Unlike Holdren and Podesta, the IPCC correctly points out the biggest issue with forest fires in the United States—federal land management policies.

Interacting processes such as land-use changes associated with the expansion of settlements and activities in peri-urban areas or forested areas, combined with the legacies of historic forest management that prescribed fire suppression, also substantially increase wildfire risk (Radeloff et al. , 2005; Peter et al. , 2006; Theobald and Romme, 2007; Fischlin et al. , 2007; Gude et al. , 2008; Collins and Bolin, 2009; Hammer et al. , 2009; Brenkert-Smith, 2010). [Page 22, bold added.]

In other words, for decades, the United States has suppressed fires in forests. The problem with all-out fire suppression is it has created conditions in the forests including overgrowth of brush that now lead to more fires and more intense fires. The forests of the southwestern United States, for example, have been radically altered by forest management (really mis-management). Until the late 1800s, these forests would burn every two to five years, but the fires were light and kept the forests open and park-like with a scattering of large trees. In the late 1800s, there were about 17–20 pines per acre but because of fire suppression, today there are about 800 trees per acre—a 3900 percent increase.

Fire suppression was possible for decades when there were fewer trees per acre, but now that there are so many more trees and logging activities have been curtailed, suppression is no longer possible. The result of forest management and political decisions about timber management is why we see an increase in acres burned over the last couple decades.

Holdren tries to associate the increase in fires with climate change, while omitting the role that forest management has played. Holdren states, “In the Western United States the average annual area burned by large wildfires has increased several-fold in recent decades. The evidence is strong that climate change is responsible, at least in part, for this increase.”

This argument does not make sense when we consider a longer time horizon. The following is a chart from Auburn professor David B. South’s 2014 testimony to the Environment and Public Works Committee (available at: http://www.epw.senate.gov/public/index.cfm?FuseAction=Files.View&FileStore_id=3d0636c4-7ecd-44be-95aa-84973e50b7dd ). The chart shows that there were 4 to 5 times as many wildfires in the U.S. in the 1920s and 1930s as today. There have been an increase from the 1980s, but the number of fires today is dwarfed by the number of fires a hundred years ago:

Screen Shot 2014-08-18 at 11.42.29 AM

 

If climate change were driving forest fires, as Holdren is insinuating, then this means that climate change reduces the number of wildfires.

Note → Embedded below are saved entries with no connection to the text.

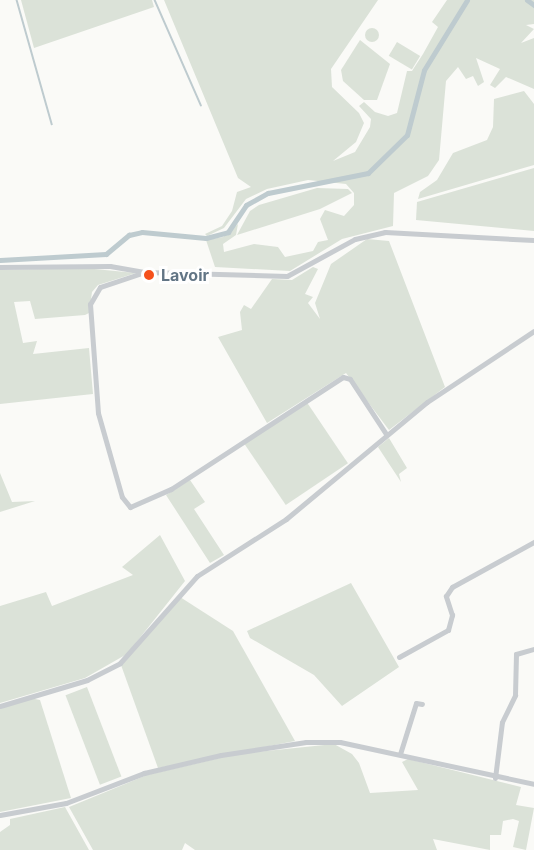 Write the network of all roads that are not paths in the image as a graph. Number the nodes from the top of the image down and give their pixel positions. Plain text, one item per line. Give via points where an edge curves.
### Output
1 (534, 240) edge
2 (0, 267) edge
3 (144, 272) junction
4 (534, 331) edge
5 (386, 434) junction
6 (534, 542) edge
7 (534, 649) edge
8 (399, 657) dead end
9 (422, 704) dead end
10 (0, 706) edge
11 (400, 754) junction
12 (495, 778) junction
13 (534, 784) edge
14 (0, 815) edge

1 - 3 street via 385,232 355,239 287,276
2 - 3 street via 110,266
3 - 5 street via 100,287 90,304 98,413 122,497 130,507 171,489 343,377 350,379
4 - 5 street
5 - 10 street via 286,519 197,576 120,663 87,680
6 - 8 street via 452,587 446,596 452,615 448,630
7 - 12 street via 516,654 516,695 502,722
9 - 11 street via 416,703
11 - 12 street
11 - 14 street via 324,741 251,750 144,773 39,811
12 - 13 street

The biggest difference, however, is not climate change, but management. It appears that more fires were allowed to burn, or were started, in the 1920s and 1930s, than today. But, because the forests had a lower “fuel load” (ie. the number of trees in ponderosa forests were closer to 20 pines per acres instead of 800+ pines per acre) the fires weren’t as intense as they are today.

The problem is that Holdren fundamentally does not understand wildfire. He states, “Wildfires of course are dangerous to human life and health, costly in terms of property loss, and generally harmful to ecosystems.” It is true that wildfires can be harmful, but more importantly, fire is a part of nature; and for decades, humans have radically altered ecosystems by taking fires out of the ecosystem. In fact, many forests are fire-adapted, and actually require fires to be healthy.

The White House’s political operatives – Podesta and Holdren – would like to blame forest fires on climate change, but there is not much evidence that climate change is driving wildfires. The more likely culprit is indeed humans, but it is human management that has removed fire out of fire-adapted ecosystems. The White House has exacerbated the flawed management of our forests, further contributing to fire troubles. Yet at the same time, they want to blame fires on climate change. They can’t have it both ways.